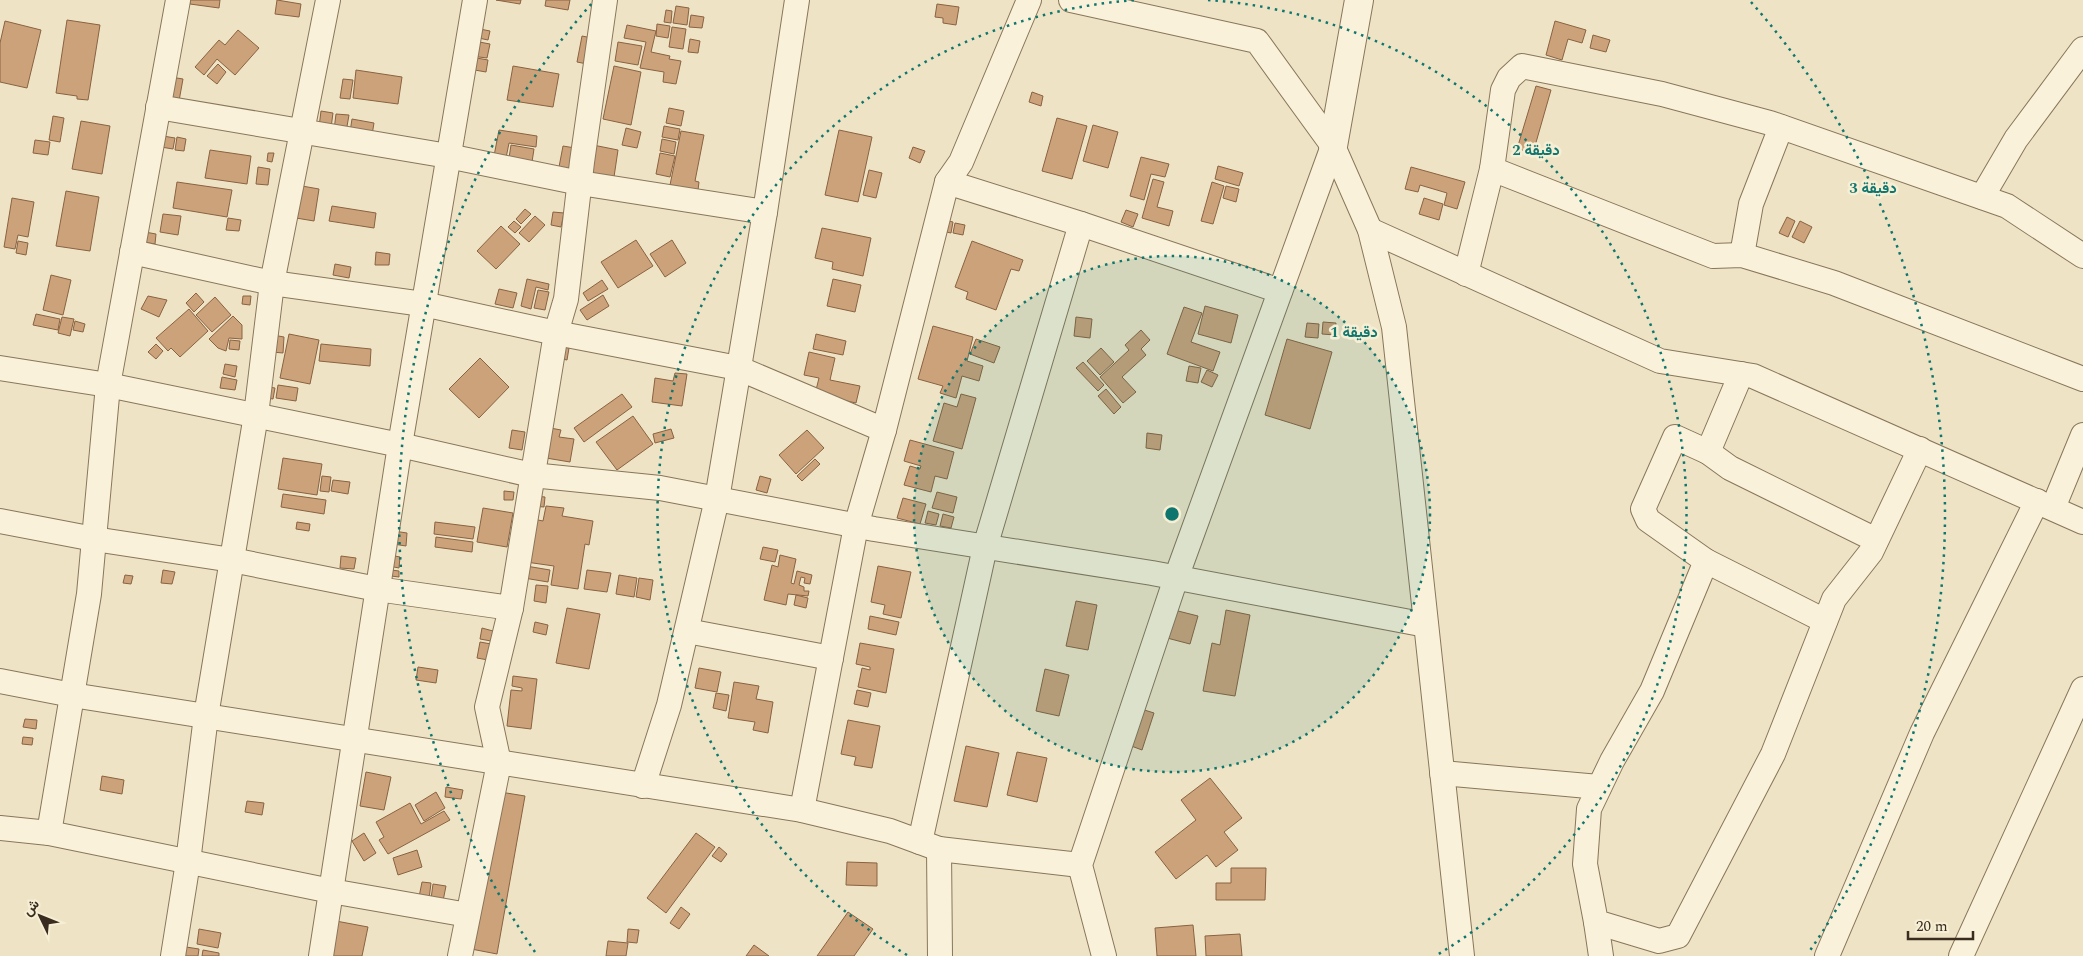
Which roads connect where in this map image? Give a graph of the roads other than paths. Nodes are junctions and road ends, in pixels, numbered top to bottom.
1 (178, 0) edge
2 (328, 0) edge
3 (476, 0) edge
4 (605, 0) edge
5 (797, 0) edge
6 (1029, 0) edge
7 (1071, 0) edge
8 (1359, 0) edge
9 (2083, 49) edge
10 (158, 107) junction
11 (1781, 127) junction
12 (303, 132) junction
13 (1333, 146) junction
14 (448, 156) junction
15 (1492, 169) junction
16 (947, 182) junction
17 (580, 183) junction
18 (1982, 197) junction
19 (765, 212) junction
20 (1081, 224) junction
21 (1370, 230) junction
22 (132, 252) junction
23 (1742, 255) junction
24 (2083, 256) edge
25 (1466, 274) junction
26 (272, 283) junction
27 (1280, 291) junction
28 (424, 304) junction
29 (556, 333) junction
30 (0, 368) edge
31 (738, 368) junction
32 (1741, 374) junction
33 (2083, 379) edge
34 (108, 385) junction
35 (256, 415) junction
36 (884, 430) junction
37 (2083, 435) edge
38 (400, 445) junction
39 (1920, 449) junction
40 (1708, 452) junction
41 (532, 475) junction
42 (717, 499) junction
43 (2045, 504) junction
44 (0, 521) edge
45 (2083, 522) edge
46 (856, 526) junction
47 (94, 539) junction
48 (1876, 540) junction
49 (985, 547) junction
50 (232, 560) junction
51 (1706, 561) junction
52 (1176, 578) junction
53 (378, 589) junction
54 (511, 608) junction
55 (1825, 622) junction
56 (1426, 626) junction
57 (687, 631) junction
58 (831, 658) junction
59 (0, 681) edge
60 (2083, 689) edge
61 (72, 695) junction
62 (206, 716) junction
63 (354, 739) junction
64 (499, 763) junction
65 (1442, 773) junction
66 (643, 786) junction
67 (1599, 787) junction
68 (802, 810) junction
69 (0, 828) edge
70 (49, 833) junction
71 (930, 845) junction
72 (188, 862) junction
73 (1080, 865) junction
74 (331, 891) junction
75 (468, 915) junction
76 (1596, 922) junction
77 (173, 956) edge
78 (321, 956) edge
79 (460, 956) edge
80 (940, 956) edge
81 (1104, 956) edge
82 (1462, 956) edge
83 (1601, 956) edge
84 (1826, 956) edge
85 (1961, 956) edge

1 - 10 street
2 - 12 street
3 - 14 street
4 - 17 street
5 - 19 street
6 - 16 street
7 - 13 street
8 - 13 street
9 - 18 street
10 - 12 street
10 - 22 street
11 - 15 street
11 - 18 street
11 - 23 street
12 - 14 street
12 - 26 street
13 - 21 street
13 - 27 street
14 - 17 street
14 - 28 street
15 - 23 street
15 - 25 street
16 - 20 street
16 - 36 street
17 - 19 street
17 - 29 street
18 - 24 street
19 - 31 street
20 - 27 street
20 - 49 street
21 - 25 street
21 - 56 street
22 - 26 street
22 - 34 street
23 - 33 street
25 - 32 street
26 - 28 street
26 - 35 street
27 - 52 street
28 - 29 street
28 - 38 street
29 - 31 street
29 - 41 street
30 - 34 street
31 - 36 street
31 - 42 street
32 - 39 street
32 - 40 street
34 - 35 street
34 - 47 street
35 - 38 street
35 - 50 street
36 - 46 street
37 - 43 street
38 - 41 street
38 - 53 street
39 - 43 street
39 - 48 street
40 - 48 street
40 - 51 street
41 - 42 street
41 - 54 street
42 - 46 street
42 - 57 street
43 - 45 street
43 - 84 street
44 - 47 street
46 - 49 street
46 - 58 street
47 - 50 street
47 - 61 street
48 - 55 street
49 - 52 street
49 - 71 street
50 - 53 street
50 - 62 street
51 - 55 street
51 - 67 street
52 - 56 street
52 - 73 street
53 - 54 street
53 - 63 street
54 - 64 street
55 - 76 street
56 - 65 street
57 - 58 street
57 - 66 street
58 - 68 street
59 - 61 street
60 - 85 street
61 - 62 street
61 - 70 street
62 - 63 street
62 - 72 street
63 - 64 street
63 - 74 street
64 - 66 street
64 - 75 street
65 - 67 street
65 - 82 street
66 - 68 street
67 - 76 street
68 - 71 street
69 - 70 street
70 - 72 street
71 - 73 street
71 - 80 street
72 - 74 street
72 - 77 street
73 - 81 street
74 - 75 street
74 - 78 street
75 - 79 street
76 - 83 street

========

What this task involves:
Write out every line above exactly as it is, leaving out the pictures.

Result of this task:
Which roads connect where in this map image? Give a graph of the roads other than paths. Nodes are junctions and road ends, in pixels, numbered top to bottom.
1 (178, 0) edge
2 (328, 0) edge
3 (476, 0) edge
4 (605, 0) edge
5 (797, 0) edge
6 (1029, 0) edge
7 (1071, 0) edge
8 (1359, 0) edge
9 (2083, 49) edge
10 (158, 107) junction
11 (1781, 127) junction
12 (303, 132) junction
13 (1333, 146) junction
14 (448, 156) junction
15 (1492, 169) junction
16 (947, 182) junction
17 (580, 183) junction
18 (1982, 197) junction
19 (765, 212) junction
20 (1081, 224) junction
21 (1370, 230) junction
22 (132, 252) junction
23 (1742, 255) junction
24 (2083, 256) edge
25 (1466, 274) junction
26 (272, 283) junction
27 (1280, 291) junction
28 (424, 304) junction
29 (556, 333) junction
30 (0, 368) edge
31 (738, 368) junction
32 (1741, 374) junction
33 (2083, 379) edge
34 (108, 385) junction
35 (256, 415) junction
36 (884, 430) junction
37 (2083, 435) edge
38 (400, 445) junction
39 (1920, 449) junction
40 (1708, 452) junction
41 (532, 475) junction
42 (717, 499) junction
43 (2045, 504) junction
44 (0, 521) edge
45 (2083, 522) edge
46 (856, 526) junction
47 (94, 539) junction
48 (1876, 540) junction
49 (985, 547) junction
50 (232, 560) junction
51 (1706, 561) junction
52 (1176, 578) junction
53 (378, 589) junction
54 (511, 608) junction
55 (1825, 622) junction
56 (1426, 626) junction
57 (687, 631) junction
58 (831, 658) junction
59 (0, 681) edge
60 (2083, 689) edge
61 (72, 695) junction
62 (206, 716) junction
63 (354, 739) junction
64 (499, 763) junction
65 (1442, 773) junction
66 (643, 786) junction
67 (1599, 787) junction
68 (802, 810) junction
69 (0, 828) edge
70 (49, 833) junction
71 (930, 845) junction
72 (188, 862) junction
73 (1080, 865) junction
74 (331, 891) junction
75 (468, 915) junction
76 (1596, 922) junction
77 (173, 956) edge
78 (321, 956) edge
79 (460, 956) edge
80 (940, 956) edge
81 (1104, 956) edge
82 (1462, 956) edge
83 (1601, 956) edge
84 (1826, 956) edge
85 (1961, 956) edge

1 - 10 street
2 - 12 street
3 - 14 street
4 - 17 street
5 - 19 street
6 - 16 street
7 - 13 street
8 - 13 street
9 - 18 street
10 - 12 street
10 - 22 street
11 - 15 street
11 - 18 street
11 - 23 street
12 - 14 street
12 - 26 street
13 - 21 street
13 - 27 street
14 - 17 street
14 - 28 street
15 - 23 street
15 - 25 street
16 - 20 street
16 - 36 street
17 - 19 street
17 - 29 street
18 - 24 street
19 - 31 street
20 - 27 street
20 - 49 street
21 - 25 street
21 - 56 street
22 - 26 street
22 - 34 street
23 - 33 street
25 - 32 street
26 - 28 street
26 - 35 street
27 - 52 street
28 - 29 street
28 - 38 street
29 - 31 street
29 - 41 street
30 - 34 street
31 - 36 street
31 - 42 street
32 - 39 street
32 - 40 street
34 - 35 street
34 - 47 street
35 - 38 street
35 - 50 street
36 - 46 street
37 - 43 street
38 - 41 street
38 - 53 street
39 - 43 street
39 - 48 street
40 - 48 street
40 - 51 street
41 - 42 street
41 - 54 street
42 - 46 street
42 - 57 street
43 - 45 street
43 - 84 street
44 - 47 street
46 - 49 street
46 - 58 street
47 - 50 street
47 - 61 street
48 - 55 street
49 - 52 street
49 - 71 street
50 - 53 street
50 - 62 street
51 - 55 street
51 - 67 street
52 - 56 street
52 - 73 street
53 - 54 street
53 - 63 street
54 - 64 street
55 - 76 street
56 - 65 street
57 - 58 street
57 - 66 street
58 - 68 street
59 - 61 street
60 - 85 street
61 - 62 street
61 - 70 street
62 - 63 street
62 - 72 street
63 - 64 street
63 - 74 street
64 - 66 street
64 - 75 street
65 - 67 street
65 - 82 street
66 - 68 street
67 - 76 street
68 - 71 street
69 - 70 street
70 - 72 street
71 - 73 street
71 - 80 street
72 - 74 street
72 - 77 street
73 - 81 street
74 - 75 street
74 - 78 street
75 - 79 street
76 - 83 street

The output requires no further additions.